Senate floor action might not move the two chambers much closer to final passage of fiscal 2020 spending bills, however. The stopgap funding law gives negotiators about five more weeks, until Nov. 21, to reach agreement. And for one of those weeks, in early November, the House is scheduled to be in recess.
Earlier Wednesday, Senate leaders traded blame for a deepening partisan impasse over delayed appropriations bills for the current fiscal year.
A two-week October recess came and went without any sign of progress on reconciling competing House and Senate spending allocations for all 12 bills.
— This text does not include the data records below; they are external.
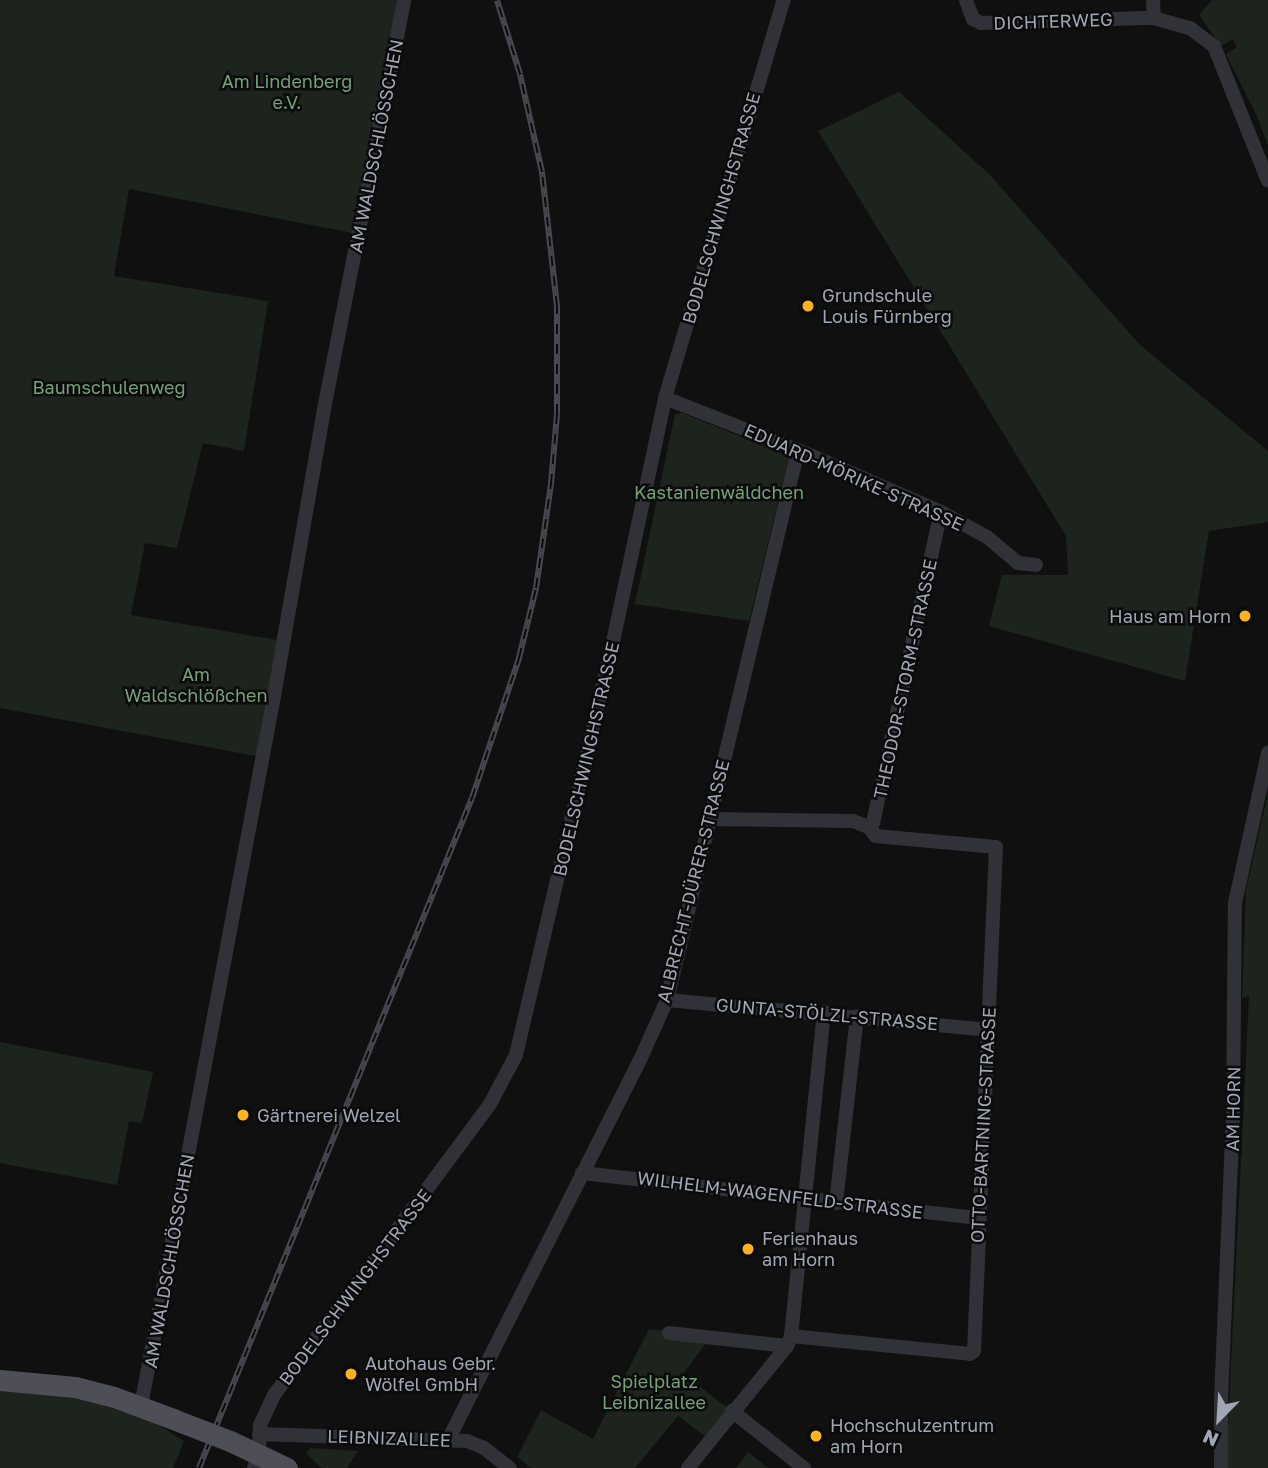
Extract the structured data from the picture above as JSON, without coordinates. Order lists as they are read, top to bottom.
{
  "streets": {
    "street": [
      "DICHTERWEG",
      "AM WALDSCHLÖSSCHEN",
      "BODELSCHWINGHSTRASSE",
      "EDUARD-MÖRIKE-STRASSE",
      "THEODOR-STORM-STRASSE",
      "ALBRECHT-DÜRER-STRASSE",
      "GUNTA-STÖLZL-STRASSE",
      "AM HORN",
      "OTTO-BARTNING-STRASSE",
      "WILHELM-WAGENFELD-STRASSE",
      "LEIBNIZALLEE"
    ]
  },
  "crossings": [
    ["BODELSCHWINGHSTRASSE", "EDUARD-MÖRIKE-STRASSE"],
    ["BODELSCHWINGHSTRASSE", "LEIBNIZALLEE"],
    ["EDUARD-MÖRIKE-STRASSE", "THEODOR-STORM-STRASSE"],
    ["EDUARD-MÖRIKE-STRASSE", "ALBRECHT-DÜRER-STRASSE"],
    ["THEODOR-STORM-STRASSE", "OTTO-BARTNING-STRASSE"],
    ["ALBRECHT-DÜRER-STRASSE", "GUNTA-STÖLZL-STRASSE"],
    ["ALBRECHT-DÜRER-STRASSE", "WILHELM-WAGENFELD-STRASSE"],
    ["ALBRECHT-DÜRER-STRASSE", "LEIBNIZALLEE"],
    ["GUNTA-STÖLZL-STRASSE", "OTTO-BARTNING-STRASSE"],
    ["OTTO-BARTNING-STRASSE", "WILHELM-WAGENFELD-STRASSE"]
  ],
  "parks": [
    "Am Lindenberg e.V.",
    "Baumschulenweg",
    "Kastanienwäldchen",
    "Am Waldschlößchen",
    "Spielplatz Leibnizallee"
  ],
  "places": [
    "Grundschule Louis Fürnberg",
    "Haus am Horn",
    "Gärtnerei Welzel",
    "Ferienhaus am Horn",
    "Autohaus Gebr. Wölfel GmbH",
    "Hochschulzentrum am Horn"
  ],
  "north": "bottom left"
}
Senate Minority Leader Charles E. Schumer said chamber Republicans failed to respond to Democratic compromise proposals.
“Instead of spending that time negotiating with House Democrats on allocations, Senate Republicans have sat on their hands,” Schumer said Wednesday on the Senate floor. “And now we’re back in session this week at the same impasse,” he added, faulting Republicans for seeking “$12 billion for a border wall that President [Donald] Trump promised Mexico would pay for.”
McConnell sought to pin the blame on House Democrats, saying they were “dragging their heels on funding the government, keeping our military commanders in limbo.” Just a day earlier, the Kentucky Republican accused Senate Democrats of backtracking on a bipartisan budget deal that prohibits “poison pill” policy riders on spending bills, with limited exceptions.
The comments from both parties suggested a deepening rift that would further complicate work on a final spending package for the fiscal year that began Oct. 1.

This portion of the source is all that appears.